On the subject of the Indo-Pacific strategy, the Nikkei noted, “This is the first case of Trump indicating acceptance of a multinational framework. Careful attention should be paid to how meaningful this is,” and indicated hopes that this could extend to economics, including a return to the Trans-Pacific Partnership (TPP). The Sankei, after stating, “It is uncommon for the US to join in on a foreign strategy that Japan has been advancing,” argued that “This will be effective to prevent the creation of a world order led by China.”
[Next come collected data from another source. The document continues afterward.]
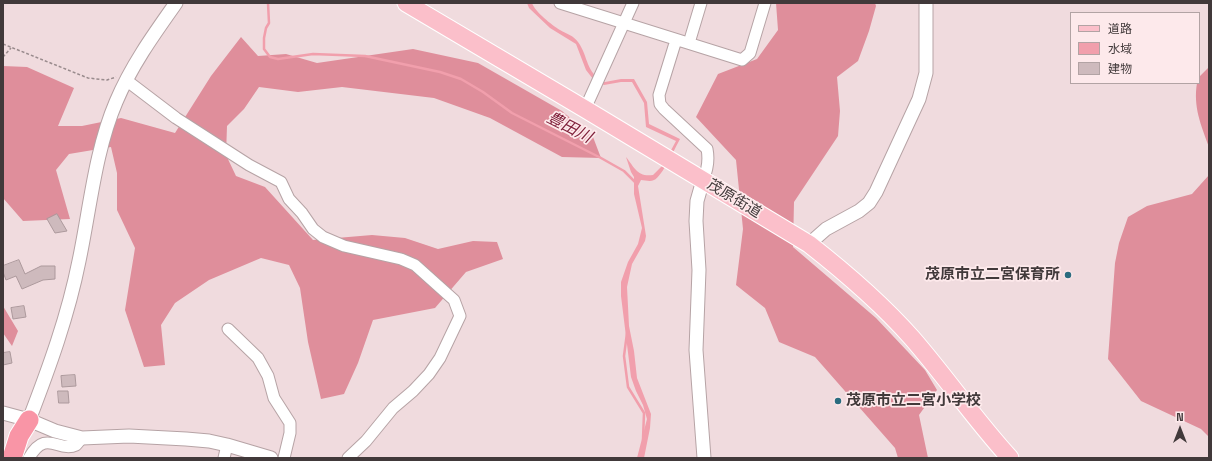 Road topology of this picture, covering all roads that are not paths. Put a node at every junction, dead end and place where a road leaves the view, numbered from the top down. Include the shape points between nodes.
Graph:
1 (176, 3) edge
2 (560, 3) edge
3 (633, 3) edge
4 (701, 3) edge
5 (765, 3) edge
6 (926, 3) edge
7 (417, 6) edge
8 (586, 7) edge
9 (624, 23) junction
10 (676, 40) junction
11 (688, 43) junction
12 (126, 80) junction
13 (585, 109) junction
14 (703, 180) junction
15 (809, 244) junction
16 (228, 329) dead end
17 (3, 413) edge
18 (29, 420) junction
19 (82, 438) junction
20 (225, 452) edge
21 (12, 458) edge
22 (19, 458) edge
23 (29, 458) edge
24 (271, 458) edge
25 (284, 458) edge
26 (348, 458) edge
27 (704, 458) edge
28 (1010, 458) edge

1 - 12 street
2 - 8 street
3 - 9 street
4 - 11 street
5 - 11 street via 750,53 742,60
6 - 15 street via 926,73 919,100 876,192 869,203 859,211 826,229
7 - 13 main road, 茂原街道
8 - 9 street
9 - 10 street
9 - 13 street
10 - 11 street
10 - 14 street via 659,101 664,109 708,149 706,174
12 - 18 street via 105,132 79,262 66,312 46,377
12 - 26 street via 176,118 281,182 289,199 313,229 323,237 344,246 401,259 415,265 454,300 460,316 440,358 413,392 393,408 366,441
13 - 14 main road, 茂原街道
14 - 15 main road, 茂原街道
14 - 27 street via 697,201 699,270 696,350
15 - 28 main road, 茂原街道 via 885,309
16 - 25 street via 258,358 268,376 274,398 290,423
17 - 18 street
18 - 19 street
18 - 21 highway via 19,436
18 - 22 highway
19 - 20 street via 129,436 209,441
19 - 23 street via 77,444 69,446 47,442 39,445
20 - 24 street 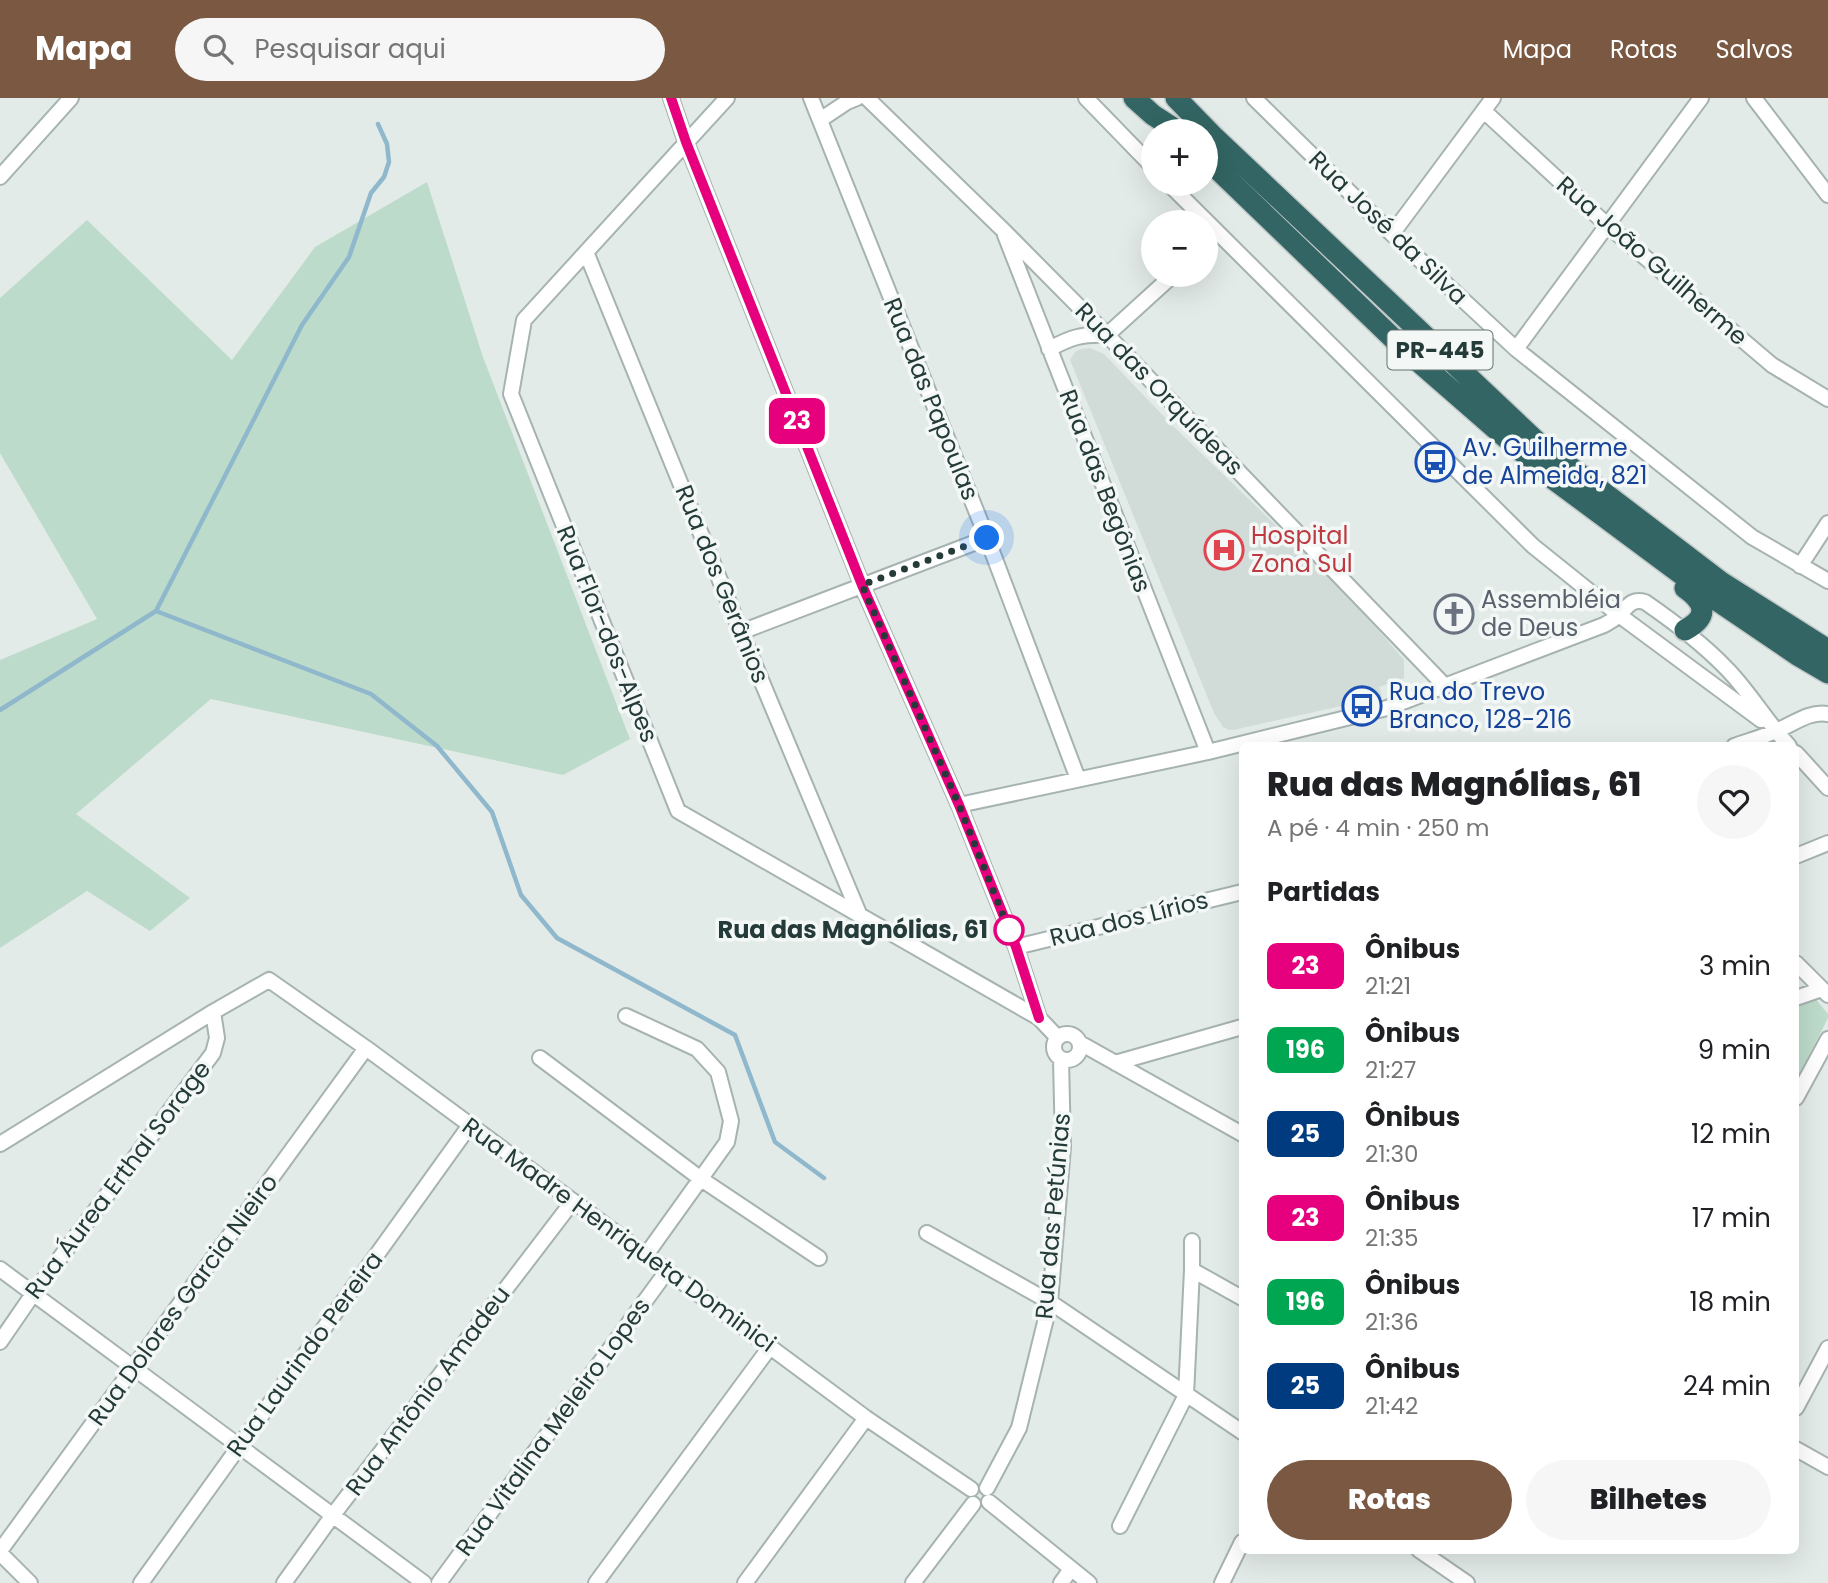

However, the Asahi noted that “it is necessary to avoid making the Indo-Pacific strategy appear intended as a rival to Chinese President Xi Jinping’s ‘One Belt, One Road’ initiative,” arguing, “If Japan and the United States want China to play ball with them in dealing with North Korea, it would be wise to avoid making the Indo-Pacific strategy look like an attempt to keep China’s growing presence in check.” The Mainichi also stated that China’s military maritime expansion in the East and South China seas could not be ignored, but cautioned, “Japan should refrain from taking the initiative in efforts to deter China's military ambitions and provoke the country.”
Regarding trade policy, an area in which no significant progress was seen, the Nikkei suggested that with the Trump administration busy with NAFTA renegotiations and preparing for renegotiations for the US-Korea free trade agreement, “discussions between Japan and the US have been put on the backburner,” and emphasized, “Japan could become the next target at any time. Optimism is not an option.” The paper also stated that TPP negotiations “are proceeding to reach an agreement between 11 nations without the US, as well as allowing the option for the US to return,” and argued, “It is necessary to continue explaining the importance of international cooperation to the US, which tends towards protectionism.” The Asahi criticized Trump’s call for Japan to buy more weapons from the US: “It is not appropriate to link a pressing security concern with a trade issue.”
*English translations of The Yomiuri, The Asahi and The Mainichi are from The Japan News, The Asia & Japan Watch and The Mainichi, respectively. Those for The Nikkei and The Sankei are provisional. The content of this page was made by the Foreign Press Center Japan and does not reflect the opinion of the Japanese Government or any other organization.